Breaching Aadhaar lock will take age of universe: UIDAI CEO to SC

| | New Delhi
Breaching Aadhaar lock will take age of universe: UIDAI CEO to SC

Even the fastest computer on earth will require the age of the universe to breach the complex encryption lock that secures data of citizens collected under Aadhaar,” said Unique Identification Authority of India (UIDAI) CEO Ajay Bhushan Pandey in his hour-and-a-half presentation in the Supreme Court quelling doubts about security of data and mechanism to prevent its possible leak.

With Aadhaar coverage reaching out to 1.2 billion citizens, Pandey explained that this is the most extensive data collected ever in the history of the country. For this purpose, emphasis was given to the need for protecting the data by way of a 248-bit encryption key with a 12-digit number lock which any hacker will find difficult to breach. Any enroller sitting at the enrolment centre cannot access details of any person as the moment data is entered on Aadhaar database, it gets encrypted and cannot be downloaded.

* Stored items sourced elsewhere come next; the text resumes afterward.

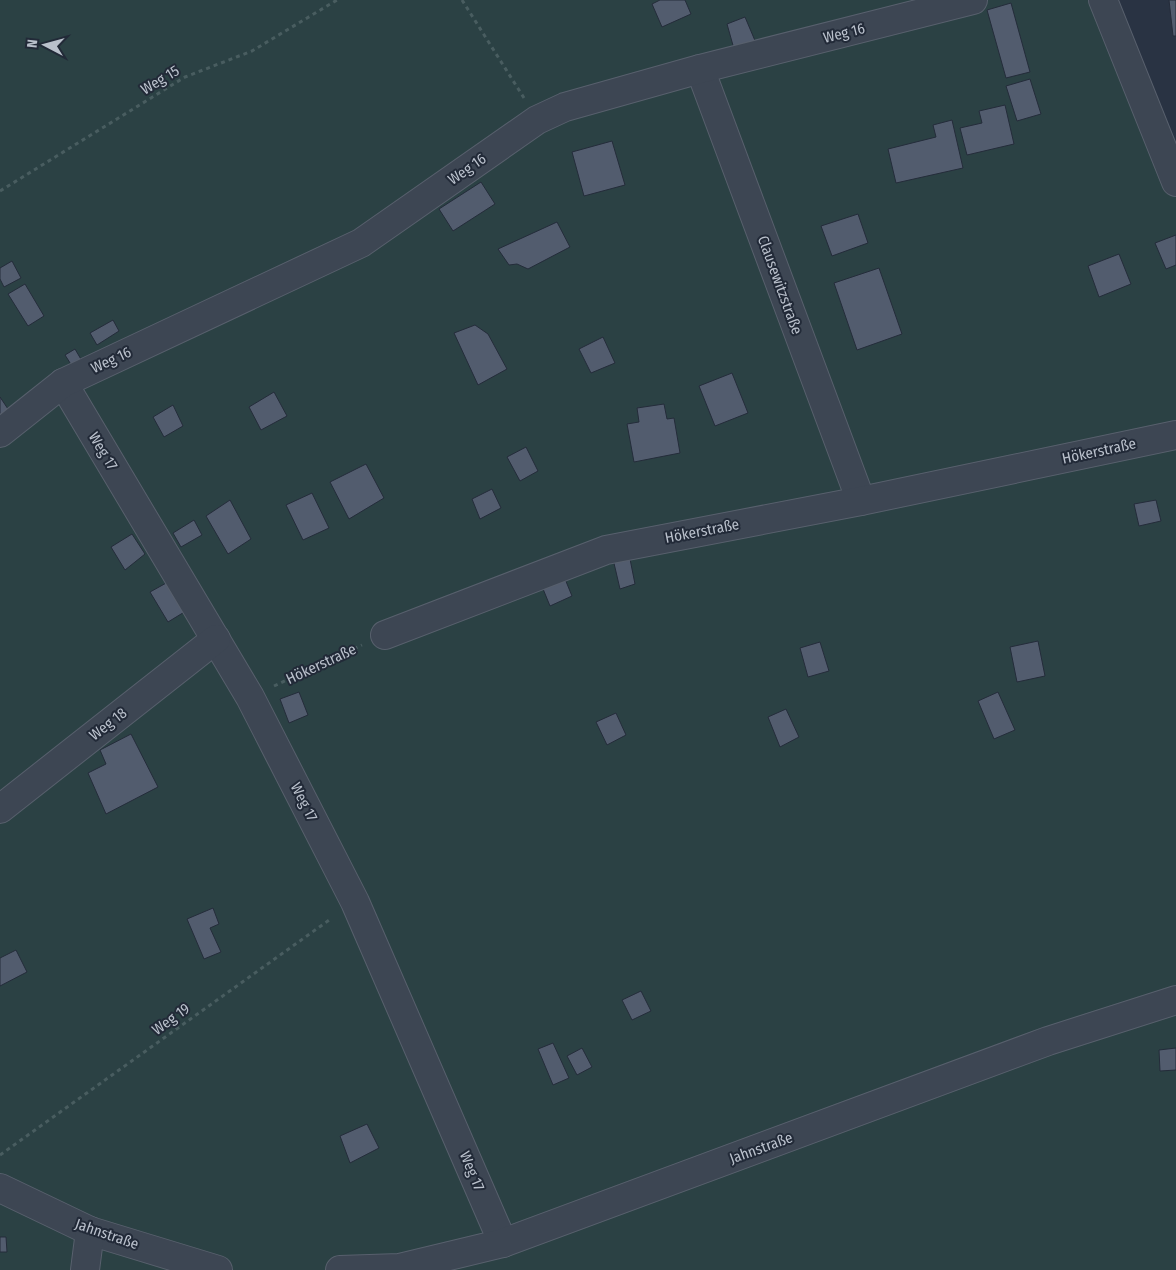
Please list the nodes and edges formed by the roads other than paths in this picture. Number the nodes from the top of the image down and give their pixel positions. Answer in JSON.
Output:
{"nodes":[{"id":1,"x":973,"y":0,"type":"edge"},
{"id":2,"x":1103,"y":0,"type":"edge"},
{"id":3,"x":700,"y":69,"type":"junction"},
{"id":4,"x":1176,"y":182,"type":"edge"},
{"id":5,"x":63,"y":383,"type":"junction"},
{"id":6,"x":0,"y":433,"type":"edge"},
{"id":7,"x":1176,"y":435,"type":"edge"},
{"id":8,"x":861,"y":501,"type":"junction"},
{"id":9,"x":385,"y":635,"type":"road end"},
{"id":10,"x":216,"y":639,"type":"junction"},
{"id":11,"x":0,"y":809,"type":"edge"},
{"id":12,"x":1176,"y":1000,"type":"edge"},
{"id":13,"x":0,"y":1188,"type":"edge"},
{"id":14,"x":90,"y":1231,"type":"junction"},
{"id":15,"x":503,"y":1243,"type":"junction"},
{"id":16,"x":398,"y":1269,"type":"edge"},
{"id":17,"x":84,"y":1270,"type":"edge"},
{"id":18,"x":218,"y":1270,"type":"edge"},
{"id":19,"x":340,"y":1270,"type":"edge"}],
"edges":[{"from":1,"to":3,"type":"street","name":"Weg 16"},
{"from":2,"to":4,"type":"street"},
{"from":3,"to":5,"type":"street","name":"Weg 16"},
{"from":3,"to":8,"type":"street","name":"Clausewitzstraße"},
{"from":5,"to":6,"type":"street","name":"Weg 16"},
{"from":5,"to":10,"type":"street","name":"Weg 17"},
{"from":7,"to":8,"type":"street","name":"Hökerstraße"},
{"from":8,"to":9,"type":"street","name":"Hökerstraße"},
{"from":10,"to":11,"type":"street","name":"Weg 18"},
{"from":10,"to":15,"type":"street","name":"Weg 17"},
{"from":12,"to":15,"type":"street","name":"Jahnstraße"},
{"from":13,"to":14,"type":"street","name":"Jahnstraße"},
{"from":14,"to":17,"type":"street"},
{"from":14,"to":18,"type":"street","name":"Jahnstraße"},
{"from":15,"to":16,"type":"street","name":"Jahnstraße"},
{"from":16,"to":19,"type":"street","name":"Jahnstraße"}]}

Dismissing allegations that the maker of the Aadhaar software is a foreign company which can access sensitive demographic and biometric information of citizens for commercial exploitation, the UIDAI CEO explained that the Aadhaar is purely Indian technology and data collected is stored in 6000 servers at two locations in the country. Only the biometric matching software has been borrowed from three top companies in the world who have given UIDAI licence to use the same. But since the software is on Indian servers, it is fully under our control with no backdoor entry to steal it, he added.

Moreover, the UIDAI anonymises biometric data and stores it separately from demographic data. “A gallery of biometrics is built and it is not possible to know to whom the biometrics belong,” Pandey said.

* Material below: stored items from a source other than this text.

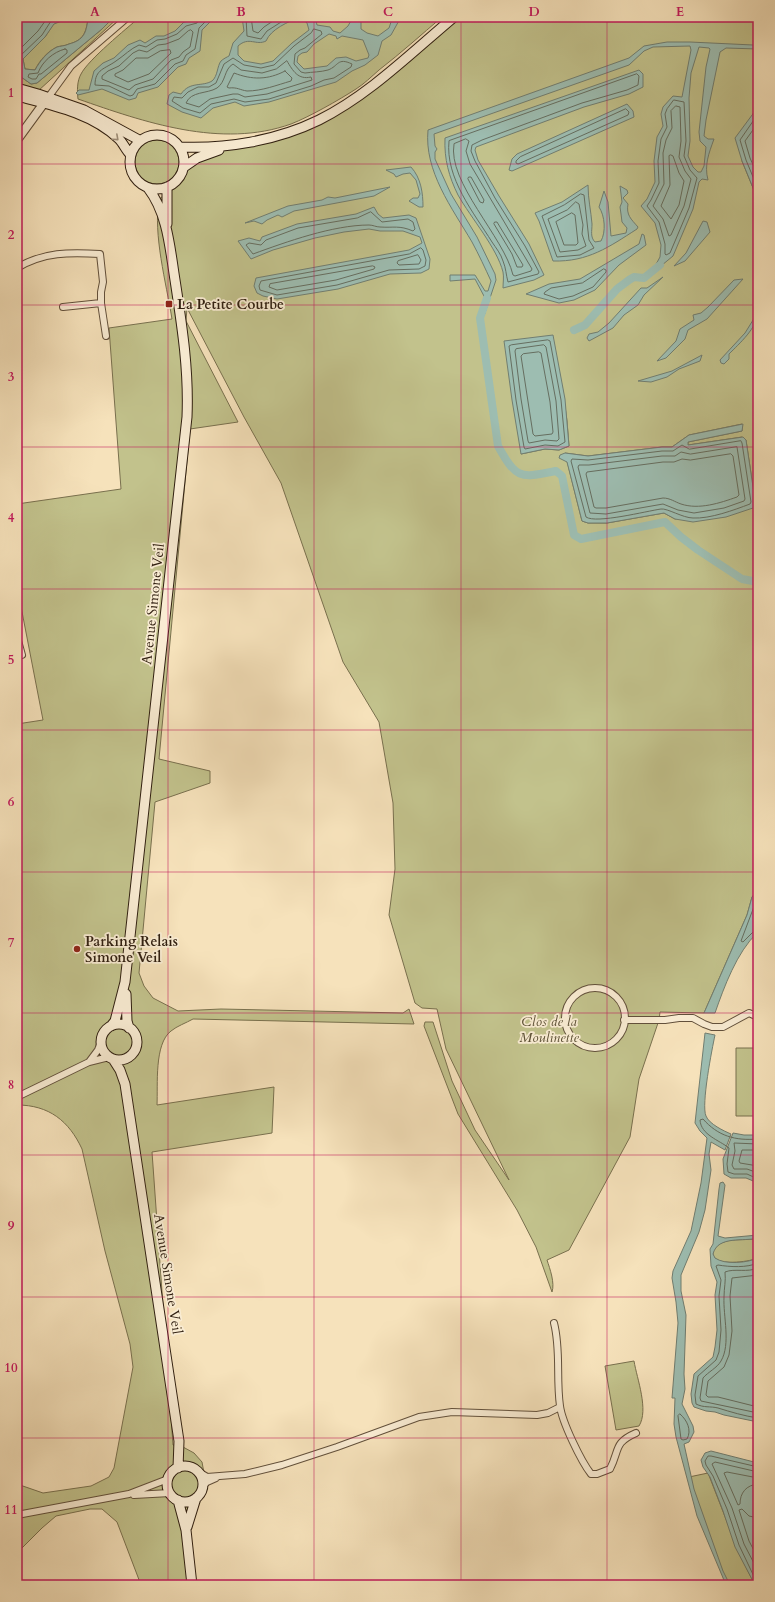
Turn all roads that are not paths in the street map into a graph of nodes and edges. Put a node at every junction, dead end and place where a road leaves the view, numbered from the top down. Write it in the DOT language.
graph roads {
  1 [pos="128,17"];
  2 [pos="454,17"];
  3 [pos="17,88"];
  4 [pos="17,96"];
  5 [pos="46,100"];
  6 [pos="17,140"];
  7 [pos="139,140"];
  8 [pos="228,146"];
  9 [pos="180,147"];
  10 [pos="130,154"];
  11 [pos="184,167"];
  12 [pos="168,187"];
  13 [pos="148,188"];
  14 [pos="166,229"];
  15 [pos="17,268"];
  16 [pos="101,303"];
  17 [pos="63,307"];
  18 [pos="106,336"];
  19 [pos="17,637"];
  20 [pos="22,655"];
  21 [pos="126,982"];
  22 [pos="758,1017"];
  23 [pos="624,1020"];
  24 [pos="111,1026"];
  25 [pos="129,1028"];
  26 [pos="101,1042"];
  27 [pos="130,1057"];
  28 [pos="111,1058"];
  29 [pos="89,1062"];
  30 [pos="125,1084"];
  31 [pos="17,1097"];
  32 [pos="554,1322"];
  33 [pos="560,1407"];
  34 [pos="636,1433"];
  35 [pos="179,1441"];
  36 [pos="178,1468"];
  37 [pos="195,1470"];
  38 [pos="221,1476"];
  39 [pos="168,1479"];
  40 [pos="203,1486"];
  41 [pos="170,1493"];
  42 [pos="128,1494"];
  43 [pos="196,1498"];
  44 [pos="178,1500"];
  45 [pos="17,1515"];
  46 [pos="186,1530"];
  47 [pos="192,1585"];
  1 -- 5 [label="street"];
  2 -- 8 [label="main road"];
  3 -- 5 [label="main road"];
  4 -- 5 [label="main road"];
  5 -- 6 [label="street"];
  5 -- 7 [label="main road"];
  5 -- 10 [label="main road, one-way"];
  7 -- 9 [label="main road"];
  7 -- 10 [label="main road"];
  8 -- 9 [label="main road"];
  8 -- 11 [label="main road"];
  9 -- 11 [label="main road"];
  10 -- 13 [label="main road"];
  11 -- 12 [label="main road"];
  12 -- 13 [label="main road"];
  12 -- 14 [label="main road, Avenue Simone Veil"];
  13 -- 14 [label="main road, Avenue Simone Veil"];
  14 -- 21 [label="main road, Avenue Simone Veil"];
  15 -- 16 [label="street"];
  16 -- 17 [label="street"];
  16 -- 18 [label="street"];
  19 -- 20 [label="street"];
  21 -- 24 [label="main road"];
  21 -- 25 [label="main road"];
  22 -- 23 [label="street"];
  23 -- 23 [label="street"];
  24 -- 25 [label="main road"];
  24 -- 26 [label="main road"];
  25 -- 27 [label="main road"];
  26 -- 28 [label="main road"];
  26 -- 29 [label="street"];
  27 -- 28 [label="main road"];
  27 -- 30 [label="main road"];
  28 -- 29 [label="street"];
  28 -- 30 [label="main road"];
  29 -- 31 [label="street"];
  30 -- 35 [label="main road, Avenue Simone Veil"];
  32 -- 33 [label="street"];
  33 -- 34 [label="street"];
  33 -- 38 [label="street"];
  35 -- 36 [label="main road, Avenue Simone Veil"];
  35 -- 37 [label="main road"];
  36 -- 37 [label="main road"];
  36 -- 39 [label="main road"];
  37 -- 38 [label="street"];
  37 -- 40 [label="main road"];
  38 -- 40 [label="street"];
  39 -- 41 [label="main road"];
  39 -- 42 [label="street"];
  40 -- 43 [label="main road"];
  41 -- 42 [label="street"];
  41 -- 44 [label="main road"];
  42 -- 45 [label="street"];
  43 -- 44 [label="main road"];
  43 -- 46 [label="main road"];
  44 -- 46 [label="main road"];
  46 -- 47 [label="main road"];
}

Further he clarified that when a person goes to bank or mobile company for e-KYC verification, through fingerprint, we authenticate the demographic details of the person to the bank or mobile company in an electronic form. No biometric information is shared with anyone and UIDAI is completely ignorant about the purpose or transaction carried out by the person on his visit to the bank.

For better chances of authentication, the UIDAI is in the process of collecting face recognition of citizens that can be matched with the fingerprints. The Bench of Chief Justice Dipak Misra, Justices AK Sikri, AK Khanwilkar, DY Chandrachud and Ashok Bhushan asked Pandey, “If your system was secure, then why did you de-register 49,000 enrollers.” The CEO submitted that these persons were either found indulging in corruption by demanding money for making cards, failing in quality check based on several complaints from one centre, or carelessness on part of enrollers to enter data wrongly.

The court then queried as to what mechanism was in place to secure a service or subsidy to persons whose biometrics fail to match or where biometrics get erased or cannot be collected (elderly, labourers, or children), Pandey replied that service will not be denied in such an event. Aadhaar card has a QR code that contains demographic details of each person. This can be verified even in the absence of biometrics. The presentation will continue on Tuesday.